++++ WORKING DATA
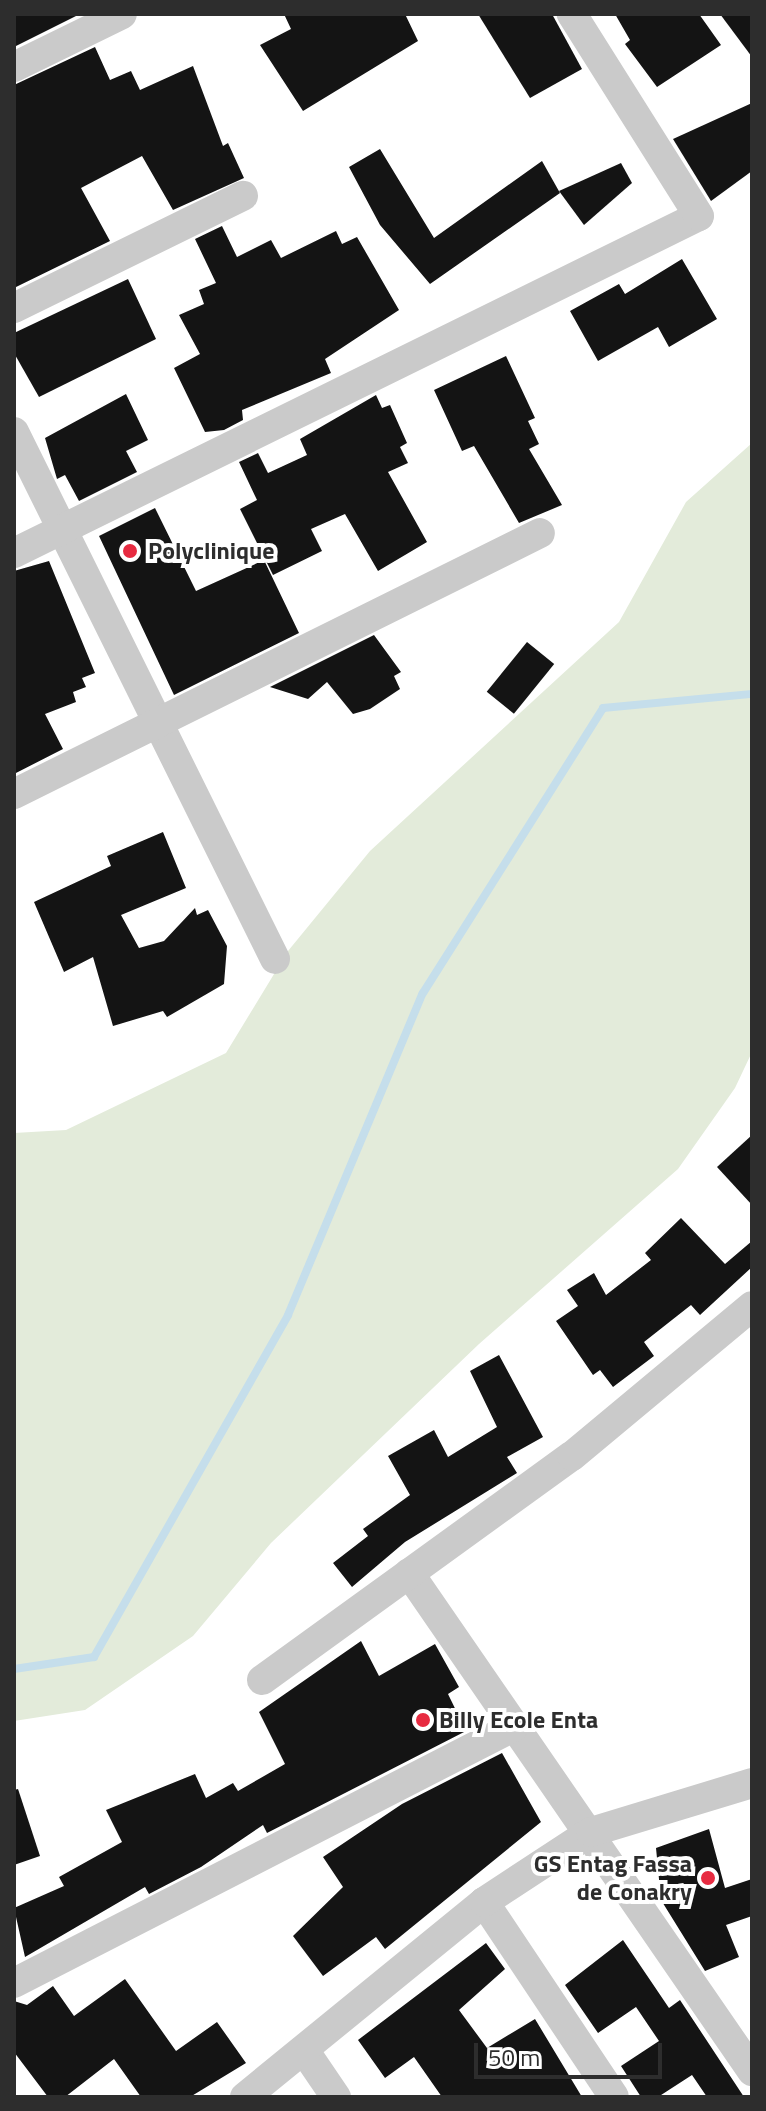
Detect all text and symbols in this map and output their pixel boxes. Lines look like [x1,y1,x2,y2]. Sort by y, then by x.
place label: Polyclinique [148,537,275,565]
marker: Polyclinique [119,540,141,562]
place label: Billy Ecole Enta [439,1706,598,1734]
marker: Billy Ecole Enta [414,1711,432,1729]
place label: GS Entag Fassa de Conakry [534,1850,692,1906]
marker: GS Entag Fassa de Conakry [699,1869,717,1887]
scale bar [478,2027,666,2077]
text: 50 m [488,2039,540,2075]

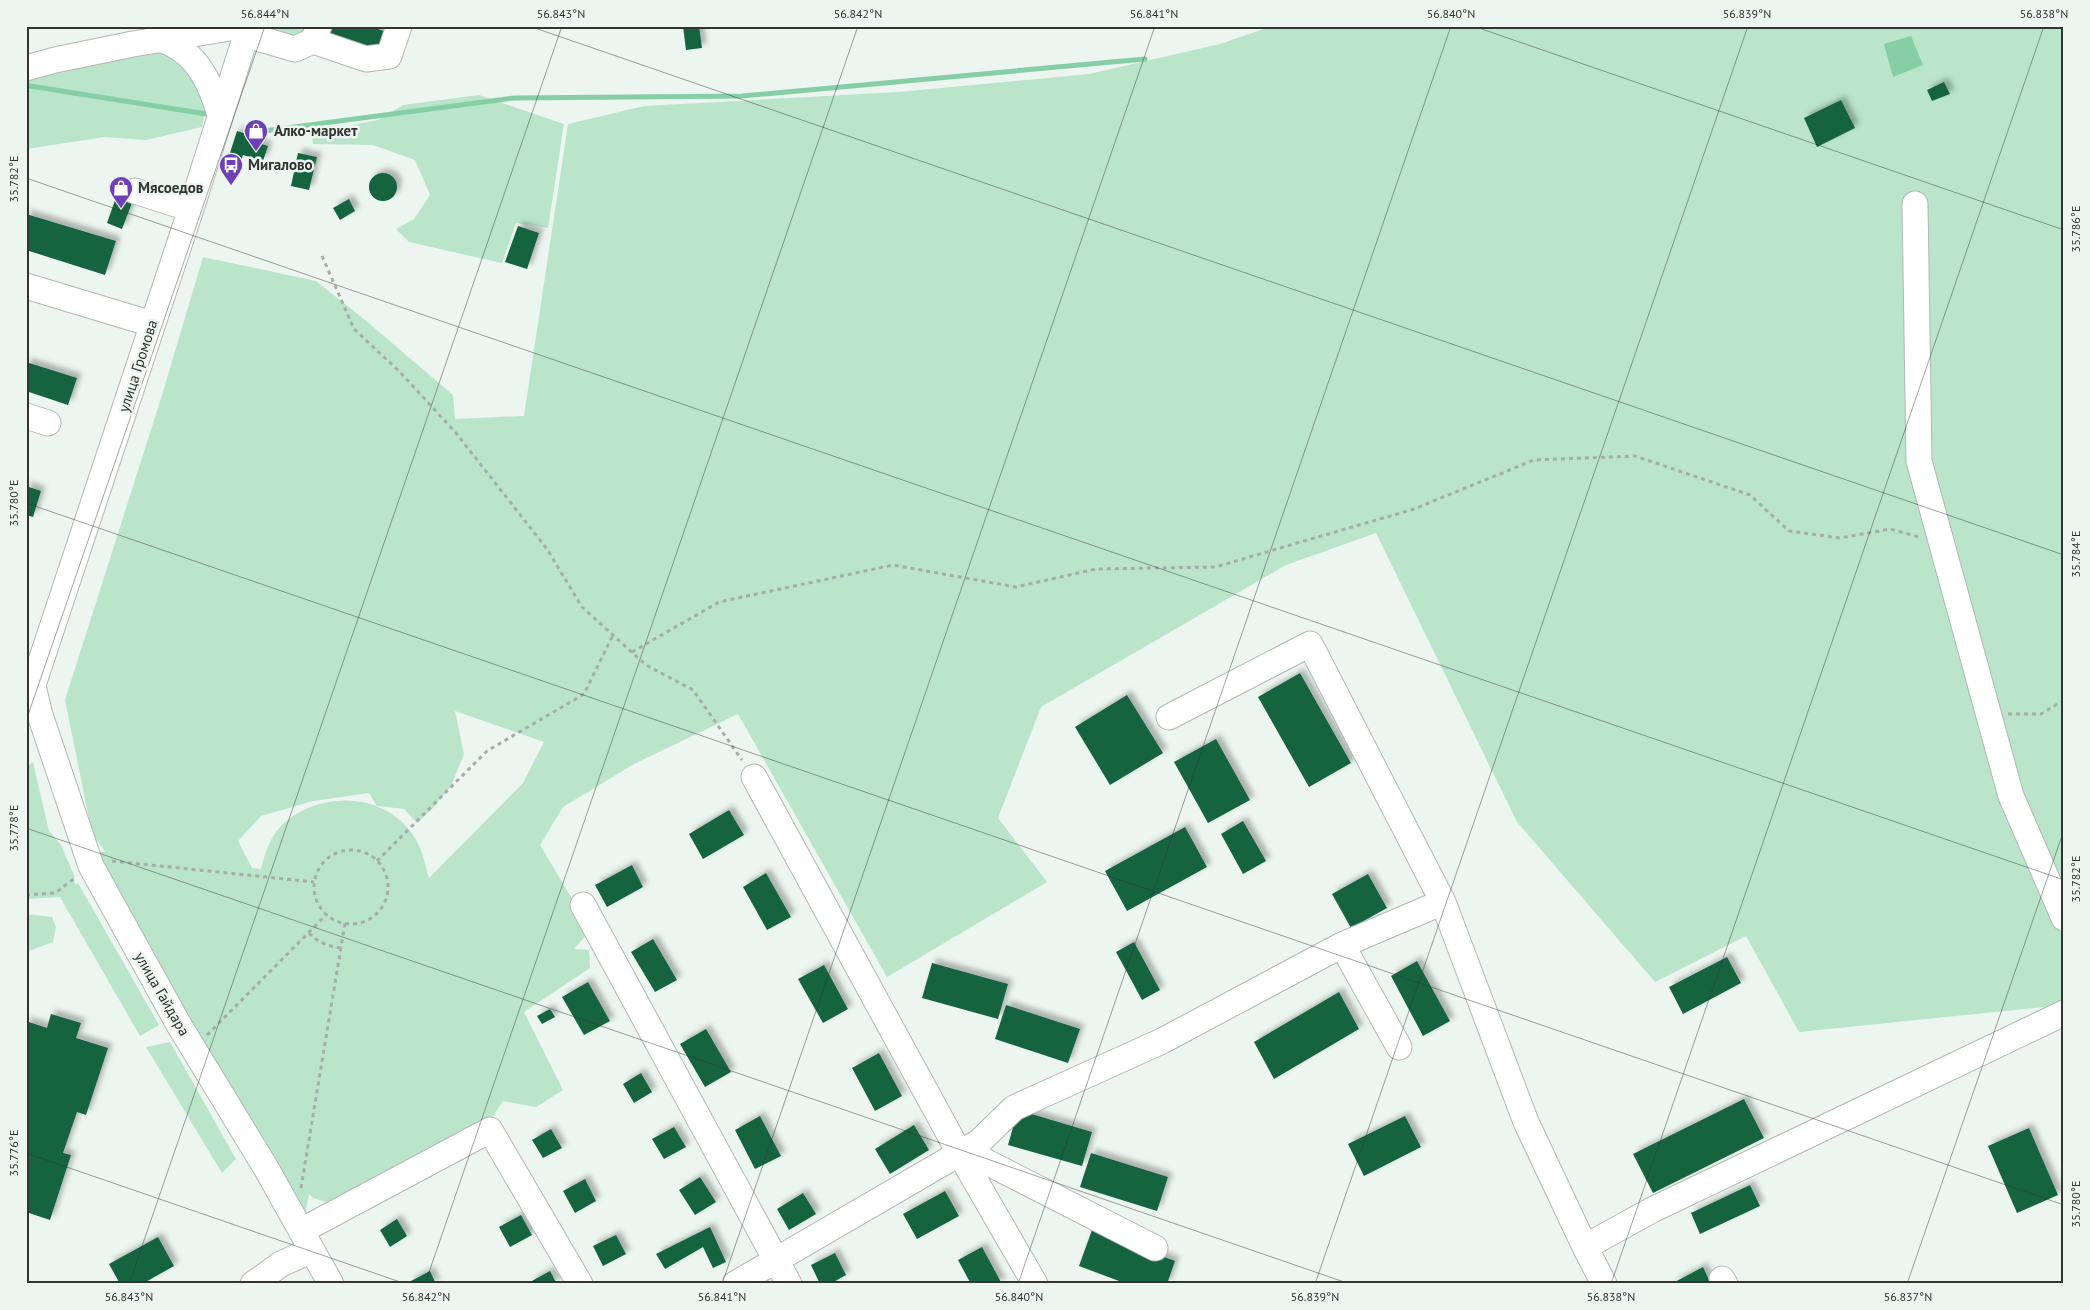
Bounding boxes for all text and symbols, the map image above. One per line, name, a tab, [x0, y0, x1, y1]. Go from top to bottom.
++++++++
* [WHAT YOU ARE ASKED TO DO]: An exact transcription of all the entries is required, without the pictures.

* [WORKED SOLUTION]:
Detect all text and symbols in this map and output their pixel boxes. Lines look like [x1,y1,x2,y2]. Sort by y, then by x.
place label: Polyclinique [148,537,275,565]
marker: Polyclinique [119,540,141,562]
place label: Billy Ecole Enta [439,1706,598,1734]
marker: Billy Ecole Enta [414,1711,432,1729]
place label: GS Entag Fassa de Conakry [534,1850,692,1906]
marker: GS Entag Fassa de Conakry [699,1869,717,1887]
scale bar [478,2027,666,2077]
text: 50 m [488,2039,540,2075]

Bounding boxes for all text and symbols, the map image above. One per line, name, a tab, [x0, y0, x1, y1]. Go from top to bottom.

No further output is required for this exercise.